Please don't try to find "the most concise way" to write a piece of code.

If there isn't an obvious form of expressing something which is also very concise - don't try to language-lawyer your way into writing a few characters less. Why? Think of people reading your code: If you need to consult the standard to realize your code does what you want it to do - then so will your code's readers. Except that they won't know what you're trying to achieve; so they won't consult the standard; so they'll just be confused about what your code does. Or - some will get it and some wont.*

In your case, if you make a subset of these deletions, or use some other "clever" trick - as a person reading your code, it's somewhat likely I will not catch on, not notice you're actually trying to get all copy and move semantics deleted. And I'll get confused, thinking you're trying to do something else. In fact, if I were you, I'd even consider adding a comment saying:

/* Disabling copy and move semantics because XYZ */
T(const T&) = delete;
T(T&&) = delete;
T& operator=(const T&) = delete;
T& operator=(T&&) = delete;

which is even more "tedious", but would make your intention/motivation absolutely clear to your future readers.

There's also the question of what exactly the "XYZ" reason is. Some would argue that there's no good reason to delete the move members, and it's generally a bad idea to do so. C++ luminary Howard Hinnant has this to say on the matter.

* - A variant on a principle I spelled out here.

Agenda answered 20/2, 2018 at 17:25 Comment(6)
You are assuming the most concise way is less expressive, which is not necessarily the case. The intention is clearer if it can be expressed concisely while maintaining precision.Bilberry
@ricab: See edit. The point is that "most concise" is not a virtue.Agenda
I maintain that it is, if it does not go against expressiveness. boost::noncopyable is a good example off achieving both IMOBilberry
@Bilberry but it isn't. I still had to doublecheck whether boost::noncopyable disables only copying or if it disables moving too. Moving a value is NOT copying.Haunted
@Kaihaku, you need to know what the building blocks used in the code do. That is always the case and better than rewrite the code each time. Going for noncopyable is essentially just a case of DRY. The name could probably be better, but you know, history...Bilberry
@ricab: Your exchange with Kaihaku just gave me another idea.Agenda
P
3

You can write a simple struct and inherit from it:

struct crippled
{
    crippled() = default;

    crippled(const crippled&) = delete;
    crippled(crippled&&) = delete;

    crippled& operator=(const crippled&) = delete;
    crippled& operator=(crippled&&) = delete;
};

Usage:

struct my_class : crippled
{

};

int main()
{
    my_class a;
    auto b = a; // fails to compile
}
Pi answered 19/2, 2018 at 11:25 Comment(2)
I believe Boost has a class like this. It would be more transparent to inherit from that instead of rolling your own (although not worth using Boost in your project if that's the only use).Tough
That would be boost::noncopyable (boost.org/doc/libs/1_65_0/libs/core/doc/html/core/…)Clotheshorse
B
3

I prefer to inherit from boost::noncopyable, thereby making the intention immediately clear and delegating the details to a trustworthy library.

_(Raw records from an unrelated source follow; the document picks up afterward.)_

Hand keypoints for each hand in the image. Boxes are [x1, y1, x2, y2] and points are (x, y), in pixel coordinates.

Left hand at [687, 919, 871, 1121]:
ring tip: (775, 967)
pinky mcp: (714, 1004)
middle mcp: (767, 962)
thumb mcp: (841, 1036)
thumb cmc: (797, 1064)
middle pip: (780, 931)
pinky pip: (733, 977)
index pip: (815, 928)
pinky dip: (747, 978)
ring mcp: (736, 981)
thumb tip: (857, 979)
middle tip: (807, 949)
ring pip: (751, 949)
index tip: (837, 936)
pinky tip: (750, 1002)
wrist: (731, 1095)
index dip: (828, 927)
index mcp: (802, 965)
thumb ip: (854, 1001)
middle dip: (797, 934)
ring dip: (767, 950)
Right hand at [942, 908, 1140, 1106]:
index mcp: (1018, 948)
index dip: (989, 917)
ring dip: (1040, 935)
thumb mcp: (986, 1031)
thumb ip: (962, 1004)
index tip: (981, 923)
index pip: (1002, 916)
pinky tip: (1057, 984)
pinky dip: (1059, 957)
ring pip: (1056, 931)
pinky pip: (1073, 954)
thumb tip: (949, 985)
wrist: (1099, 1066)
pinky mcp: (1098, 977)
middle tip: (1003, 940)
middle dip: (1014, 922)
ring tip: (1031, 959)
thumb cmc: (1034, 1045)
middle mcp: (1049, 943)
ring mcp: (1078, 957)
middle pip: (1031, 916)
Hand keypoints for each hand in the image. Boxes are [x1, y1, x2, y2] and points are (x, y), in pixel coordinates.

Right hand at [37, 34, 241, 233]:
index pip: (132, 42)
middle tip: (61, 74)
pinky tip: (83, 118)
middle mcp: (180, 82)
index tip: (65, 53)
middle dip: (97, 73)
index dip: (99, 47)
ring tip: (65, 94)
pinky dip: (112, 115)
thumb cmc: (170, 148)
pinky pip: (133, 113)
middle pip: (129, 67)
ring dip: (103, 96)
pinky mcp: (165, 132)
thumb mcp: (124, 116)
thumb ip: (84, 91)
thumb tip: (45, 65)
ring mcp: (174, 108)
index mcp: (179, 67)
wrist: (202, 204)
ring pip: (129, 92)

#include <boost/core/noncopyable.hpp>

class X: private boost::noncopyable
{
};

It involves adding a dependency, but if you are ok with that, it is arguably a very concise and expressive way to accomplish it.

Bilberry answered 20/2, 2018 at 17:19 Comment(1)
See my variation on your answer.Agenda
L
3

I believe that in this case, macros are actually more readable:

#define NOT_COPYABLE( TypeName ) \
TypeName ( TypeName const& ) = delete; \
TypeName & operator = ( TypeName const& ) = delete;

#define NOT_MOVEABLE( TypeName ) \
TypeName ( TypeName && ) = delete; \
TypeName & operator = ( TypeName && ) = delete;
Labuan answered 25/2, 2018 at 3:52 Comment(0)
A
0

@ricab's answer suggested not inventing the wheel, and using boost::noncopyable as a mix-in base class. That does indeed work, but has the disadvantage of being confusing! ... as being non-copyable does not mean a class is non-movable. One would have to remember the historical circumstances for the naming of this boost class; most people sure don't, and neither do I.

Well, you could do the same, but renaming this class:

#include <boost/core/noncopyable.hpp>

namespace mixins {
using noncopyable_and_nonmovable = boost::noncopyable;
} // namespace mixins 

class X: private mixins::noncopyable_and_nonmovable {
  // etc. etc.
};

Now what you're doing is clear and obvious :-)

Also, you may want to consider creating a small namespace of mixins with this definition and possibly others (e.g. only non-copyable, only-non-movable etc.) into some utility header. That would make this solution even more concise to use.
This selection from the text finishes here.